Work task: The response must contain every line below in which "Ramos" appears.

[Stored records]
........

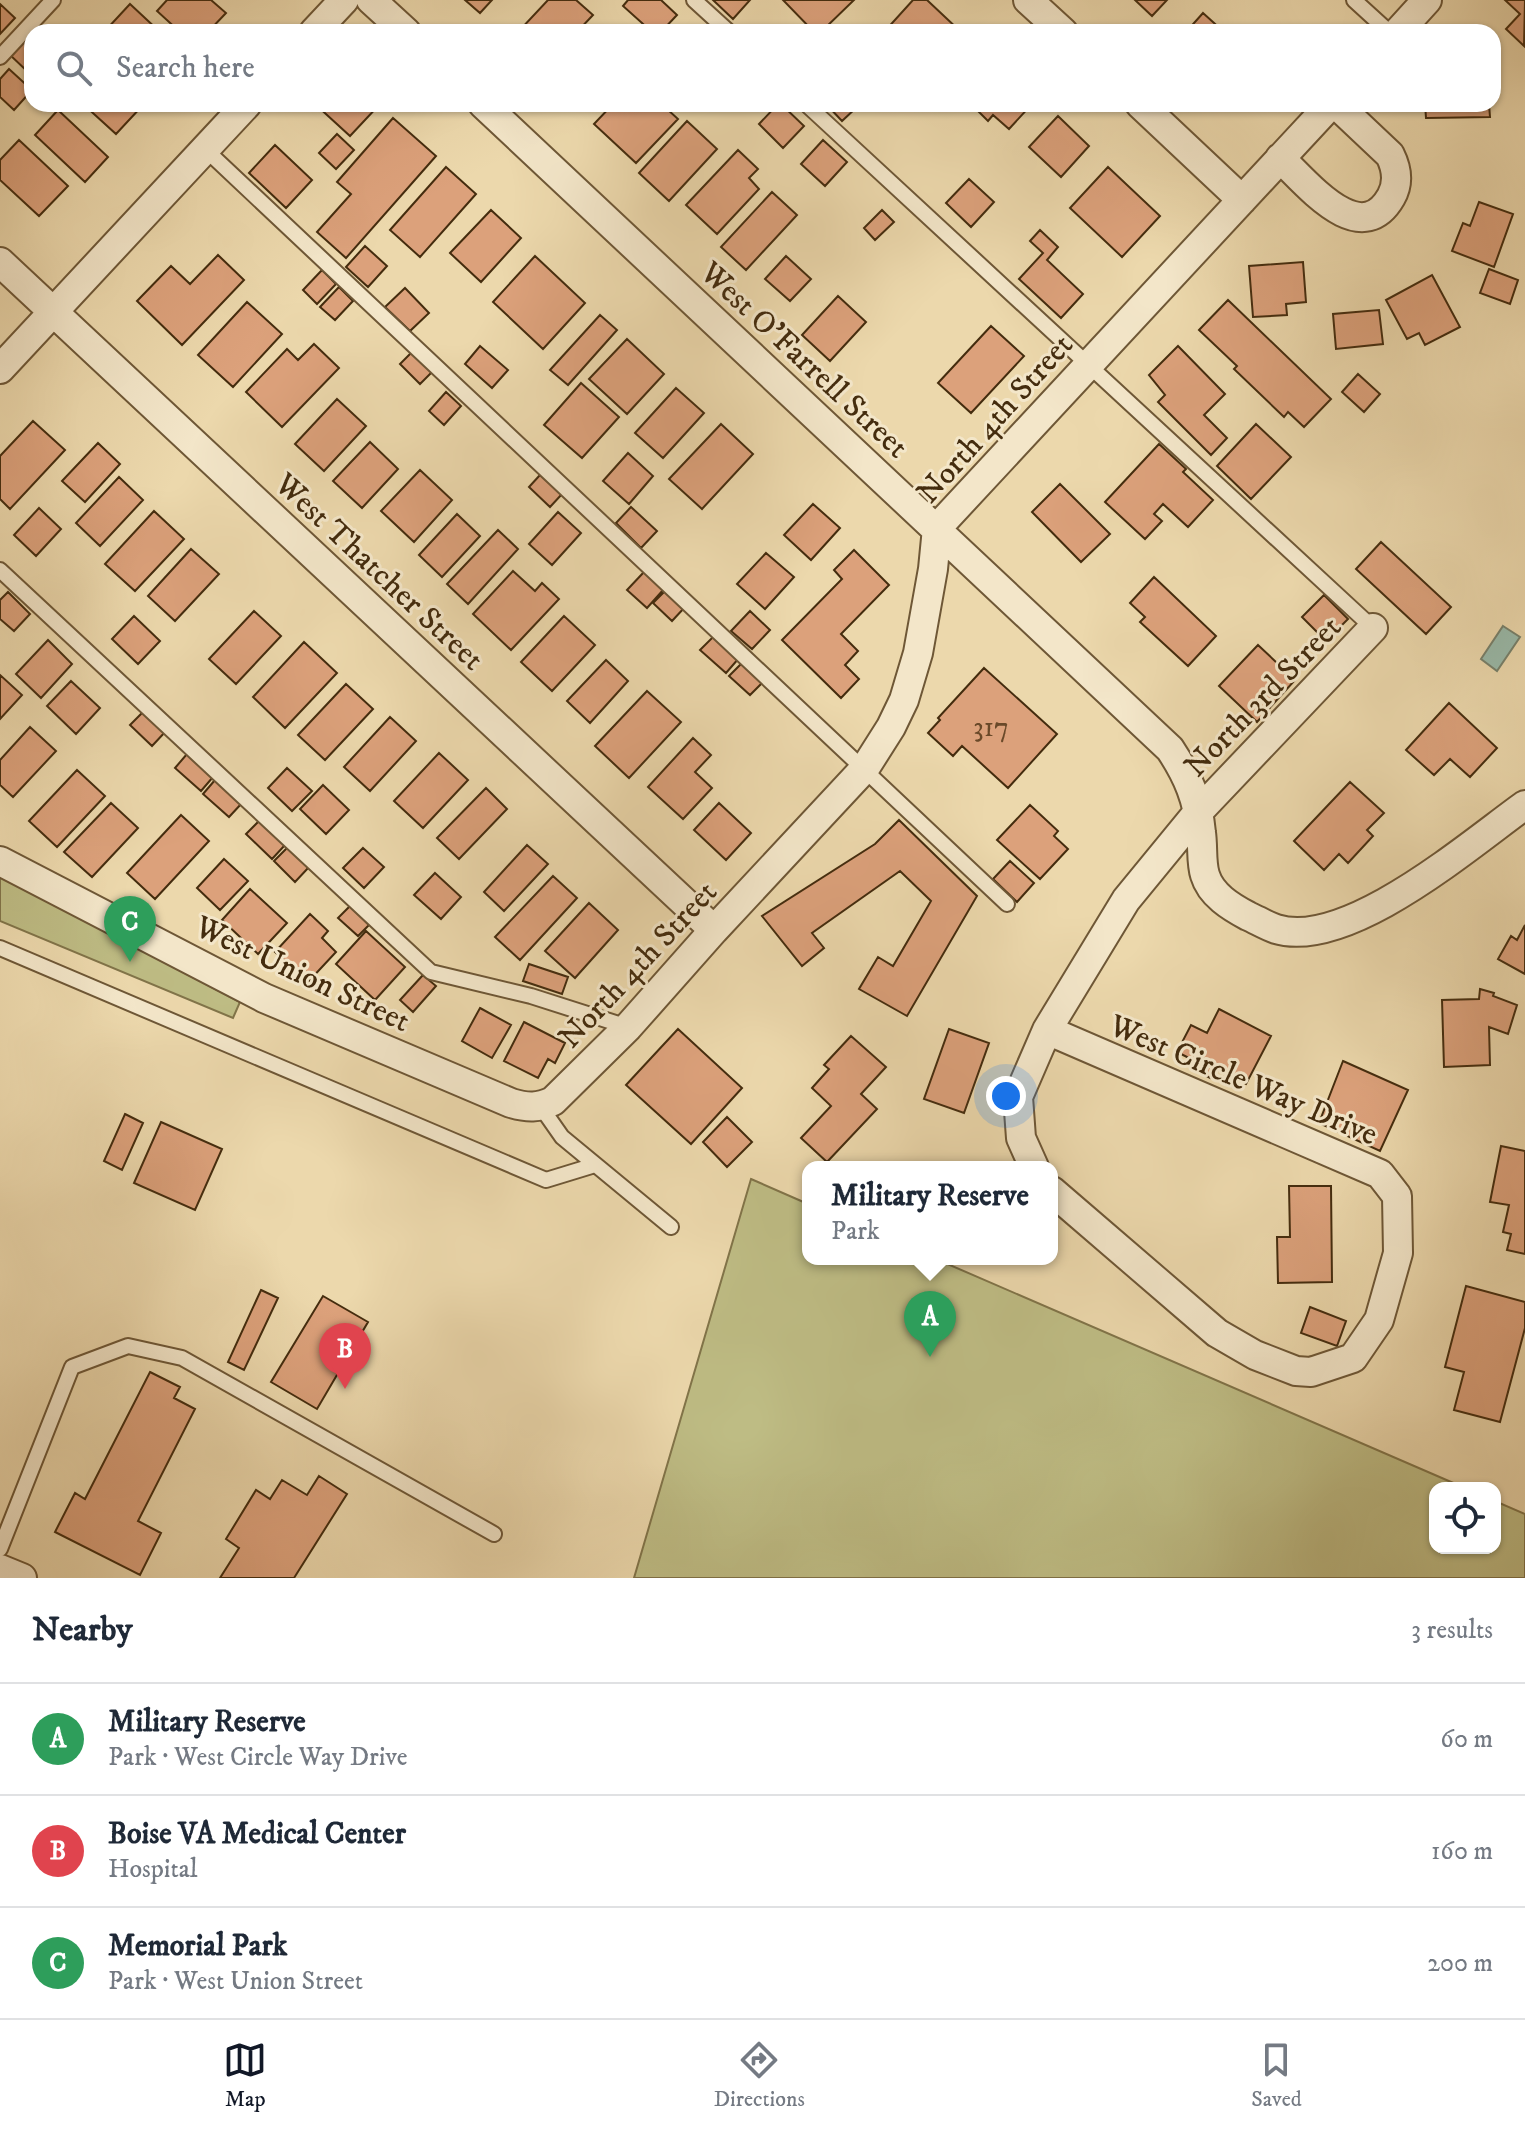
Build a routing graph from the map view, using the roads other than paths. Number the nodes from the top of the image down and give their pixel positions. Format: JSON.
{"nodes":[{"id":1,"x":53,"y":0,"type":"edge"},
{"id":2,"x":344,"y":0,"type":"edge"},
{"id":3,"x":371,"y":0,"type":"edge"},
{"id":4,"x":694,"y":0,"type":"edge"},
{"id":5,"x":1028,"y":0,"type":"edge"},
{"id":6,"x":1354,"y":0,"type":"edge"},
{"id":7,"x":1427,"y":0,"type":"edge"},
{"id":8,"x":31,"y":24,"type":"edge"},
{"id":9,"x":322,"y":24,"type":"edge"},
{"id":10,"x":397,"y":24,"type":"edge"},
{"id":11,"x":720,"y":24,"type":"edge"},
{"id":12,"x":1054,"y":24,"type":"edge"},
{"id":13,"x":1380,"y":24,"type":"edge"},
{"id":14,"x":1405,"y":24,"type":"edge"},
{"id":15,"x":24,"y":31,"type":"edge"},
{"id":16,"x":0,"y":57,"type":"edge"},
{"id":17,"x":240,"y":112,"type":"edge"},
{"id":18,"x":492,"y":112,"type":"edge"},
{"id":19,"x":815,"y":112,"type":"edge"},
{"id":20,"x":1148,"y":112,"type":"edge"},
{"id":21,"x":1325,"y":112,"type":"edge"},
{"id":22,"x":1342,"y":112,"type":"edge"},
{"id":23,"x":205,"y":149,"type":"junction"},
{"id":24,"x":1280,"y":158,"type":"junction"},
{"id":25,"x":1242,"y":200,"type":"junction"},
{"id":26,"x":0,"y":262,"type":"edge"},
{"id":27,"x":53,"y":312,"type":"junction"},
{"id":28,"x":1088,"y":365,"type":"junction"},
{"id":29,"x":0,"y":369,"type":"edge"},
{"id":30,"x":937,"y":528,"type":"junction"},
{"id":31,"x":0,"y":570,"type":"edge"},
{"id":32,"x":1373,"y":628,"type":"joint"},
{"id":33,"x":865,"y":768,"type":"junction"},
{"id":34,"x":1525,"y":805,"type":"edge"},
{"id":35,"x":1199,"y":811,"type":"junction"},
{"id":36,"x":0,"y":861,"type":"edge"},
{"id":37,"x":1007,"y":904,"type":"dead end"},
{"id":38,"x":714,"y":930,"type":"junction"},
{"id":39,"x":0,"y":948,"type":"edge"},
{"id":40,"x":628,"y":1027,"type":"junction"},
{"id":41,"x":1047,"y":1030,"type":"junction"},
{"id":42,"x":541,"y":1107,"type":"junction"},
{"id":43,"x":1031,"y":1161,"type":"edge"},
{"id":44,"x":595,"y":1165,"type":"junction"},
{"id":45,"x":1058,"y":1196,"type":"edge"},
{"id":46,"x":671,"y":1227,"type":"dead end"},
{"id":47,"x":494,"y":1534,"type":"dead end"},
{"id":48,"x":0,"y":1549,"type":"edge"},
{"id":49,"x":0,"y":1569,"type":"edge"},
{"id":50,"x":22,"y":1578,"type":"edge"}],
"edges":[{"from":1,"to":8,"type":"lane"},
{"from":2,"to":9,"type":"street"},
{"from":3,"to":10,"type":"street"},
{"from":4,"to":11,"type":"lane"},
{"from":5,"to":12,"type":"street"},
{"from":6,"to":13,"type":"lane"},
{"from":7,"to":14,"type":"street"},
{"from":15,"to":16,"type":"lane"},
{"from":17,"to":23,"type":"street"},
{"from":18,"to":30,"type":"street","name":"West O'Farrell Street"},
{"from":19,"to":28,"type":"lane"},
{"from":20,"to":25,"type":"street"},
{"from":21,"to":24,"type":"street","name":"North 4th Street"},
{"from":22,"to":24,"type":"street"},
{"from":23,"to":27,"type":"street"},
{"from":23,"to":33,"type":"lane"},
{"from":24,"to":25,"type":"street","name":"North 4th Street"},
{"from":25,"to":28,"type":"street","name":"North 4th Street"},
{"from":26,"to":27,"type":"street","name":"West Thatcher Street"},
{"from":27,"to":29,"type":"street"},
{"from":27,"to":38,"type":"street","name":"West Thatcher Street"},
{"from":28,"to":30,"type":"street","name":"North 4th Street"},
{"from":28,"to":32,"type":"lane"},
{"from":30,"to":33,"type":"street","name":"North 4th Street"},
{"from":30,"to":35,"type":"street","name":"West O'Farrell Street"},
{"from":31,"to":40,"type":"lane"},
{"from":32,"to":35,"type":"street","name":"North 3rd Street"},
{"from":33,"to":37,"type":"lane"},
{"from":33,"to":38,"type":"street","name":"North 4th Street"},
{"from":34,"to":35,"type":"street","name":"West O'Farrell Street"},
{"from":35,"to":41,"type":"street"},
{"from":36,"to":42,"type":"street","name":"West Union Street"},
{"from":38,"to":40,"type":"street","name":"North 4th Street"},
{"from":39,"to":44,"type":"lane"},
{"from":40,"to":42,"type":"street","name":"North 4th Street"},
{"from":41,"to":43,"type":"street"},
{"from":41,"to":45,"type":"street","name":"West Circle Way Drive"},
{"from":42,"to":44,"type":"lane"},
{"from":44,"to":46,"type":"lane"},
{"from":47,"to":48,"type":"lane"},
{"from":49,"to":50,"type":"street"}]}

........

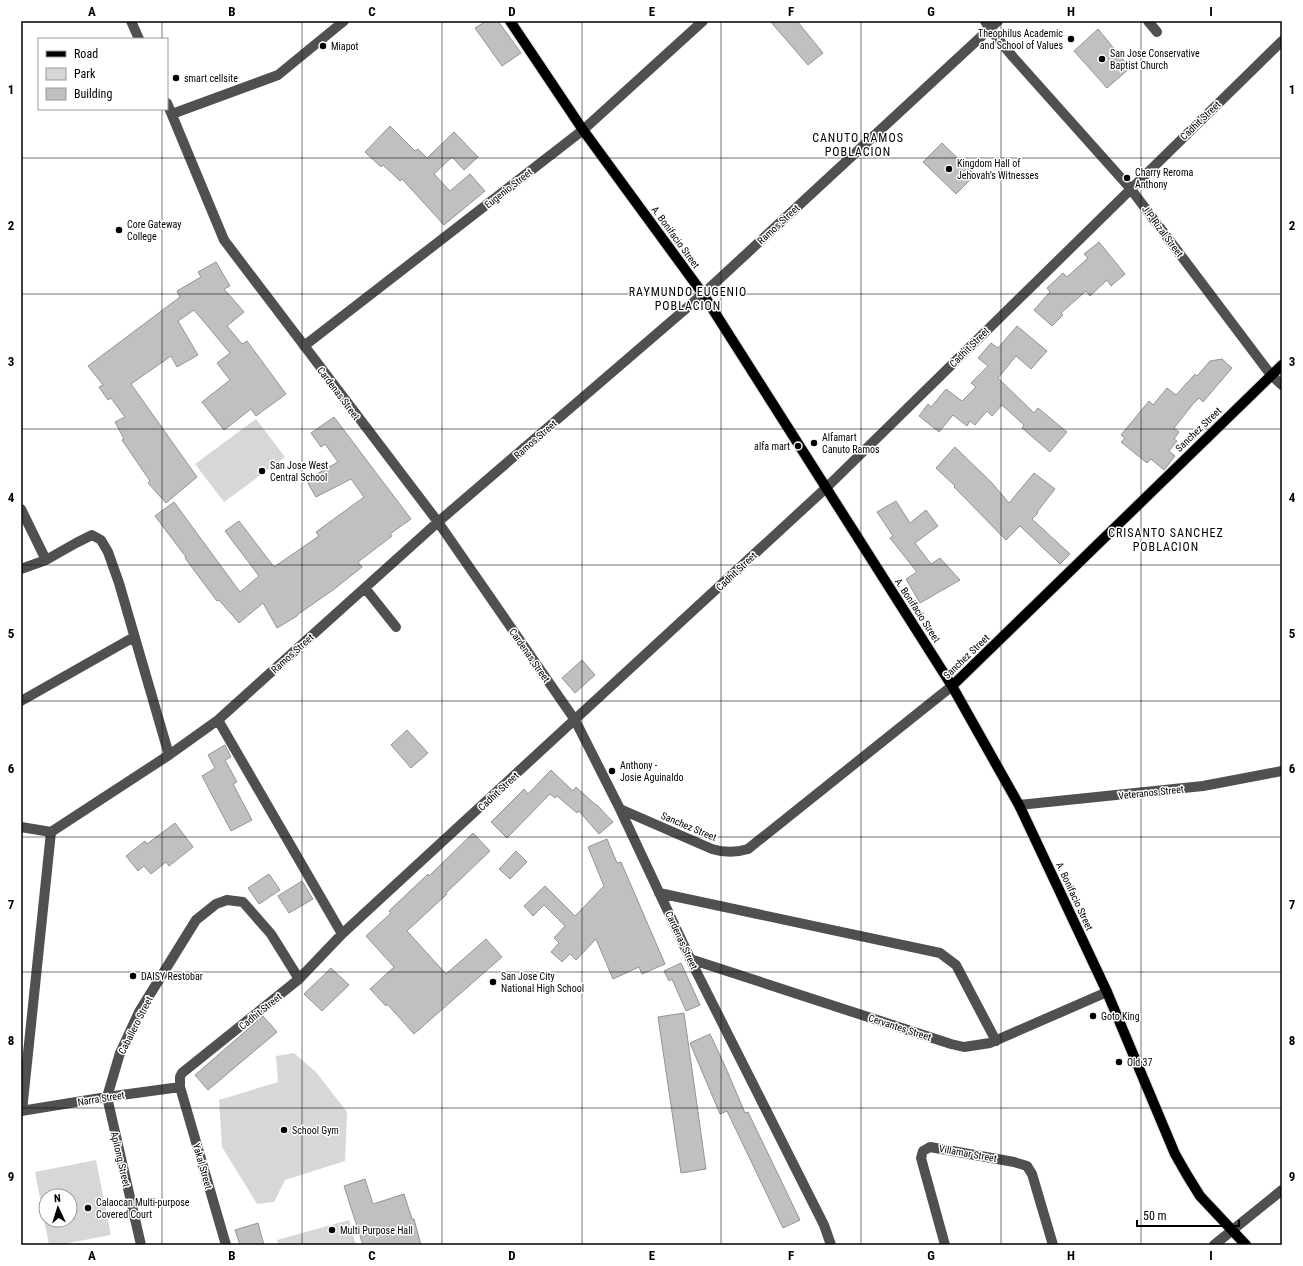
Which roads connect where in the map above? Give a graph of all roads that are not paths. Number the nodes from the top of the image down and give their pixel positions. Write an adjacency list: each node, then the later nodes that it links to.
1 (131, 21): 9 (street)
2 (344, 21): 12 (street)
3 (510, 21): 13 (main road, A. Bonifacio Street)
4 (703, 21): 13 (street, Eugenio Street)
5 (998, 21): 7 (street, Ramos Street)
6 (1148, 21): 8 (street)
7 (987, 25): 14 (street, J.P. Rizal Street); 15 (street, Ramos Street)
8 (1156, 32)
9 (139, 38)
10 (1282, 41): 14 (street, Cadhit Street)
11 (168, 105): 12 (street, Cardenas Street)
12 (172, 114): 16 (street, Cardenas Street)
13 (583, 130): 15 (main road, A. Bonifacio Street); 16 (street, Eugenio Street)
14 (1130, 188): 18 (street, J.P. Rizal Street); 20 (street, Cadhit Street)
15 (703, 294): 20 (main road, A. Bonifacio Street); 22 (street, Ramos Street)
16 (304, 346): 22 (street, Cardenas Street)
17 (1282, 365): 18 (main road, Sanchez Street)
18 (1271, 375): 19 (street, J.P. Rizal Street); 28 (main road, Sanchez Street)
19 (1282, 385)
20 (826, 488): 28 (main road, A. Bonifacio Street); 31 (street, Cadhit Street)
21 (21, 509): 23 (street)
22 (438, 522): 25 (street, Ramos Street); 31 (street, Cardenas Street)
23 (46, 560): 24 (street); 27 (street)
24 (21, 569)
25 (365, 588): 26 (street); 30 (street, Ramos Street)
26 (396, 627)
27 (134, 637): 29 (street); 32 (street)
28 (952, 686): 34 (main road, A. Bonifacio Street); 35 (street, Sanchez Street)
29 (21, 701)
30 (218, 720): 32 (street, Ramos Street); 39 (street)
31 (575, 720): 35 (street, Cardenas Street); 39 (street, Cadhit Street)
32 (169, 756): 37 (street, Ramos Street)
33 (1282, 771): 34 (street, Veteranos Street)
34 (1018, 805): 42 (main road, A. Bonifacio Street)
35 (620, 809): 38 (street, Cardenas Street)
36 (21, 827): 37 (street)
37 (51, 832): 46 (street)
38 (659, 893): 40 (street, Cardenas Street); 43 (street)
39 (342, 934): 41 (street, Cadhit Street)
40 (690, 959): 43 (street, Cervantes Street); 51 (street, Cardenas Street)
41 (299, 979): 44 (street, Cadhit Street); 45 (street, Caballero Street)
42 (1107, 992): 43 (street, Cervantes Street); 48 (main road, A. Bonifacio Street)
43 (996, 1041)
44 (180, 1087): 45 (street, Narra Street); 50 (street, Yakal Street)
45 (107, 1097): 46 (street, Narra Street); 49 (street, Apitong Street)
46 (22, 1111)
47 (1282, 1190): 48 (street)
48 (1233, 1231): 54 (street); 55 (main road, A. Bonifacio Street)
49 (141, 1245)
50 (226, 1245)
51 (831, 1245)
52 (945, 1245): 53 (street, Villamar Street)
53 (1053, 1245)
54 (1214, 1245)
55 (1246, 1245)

........

Exercise answer:
5 (998, 21): 7 (street, Ramos Street)
7 (987, 25): 14 (street, J.P. Rizal Street); 15 (street, Ramos Street)
15 (703, 294): 20 (main road, A. Bonifacio Street); 22 (street, Ramos Street)
22 (438, 522): 25 (street, Ramos Street); 31 (street, Cardenas Street)
25 (365, 588): 26 (street); 30 (street, Ramos Street)
30 (218, 720): 32 (street, Ramos Street); 39 (street)
32 (169, 756): 37 (street, Ramos Street)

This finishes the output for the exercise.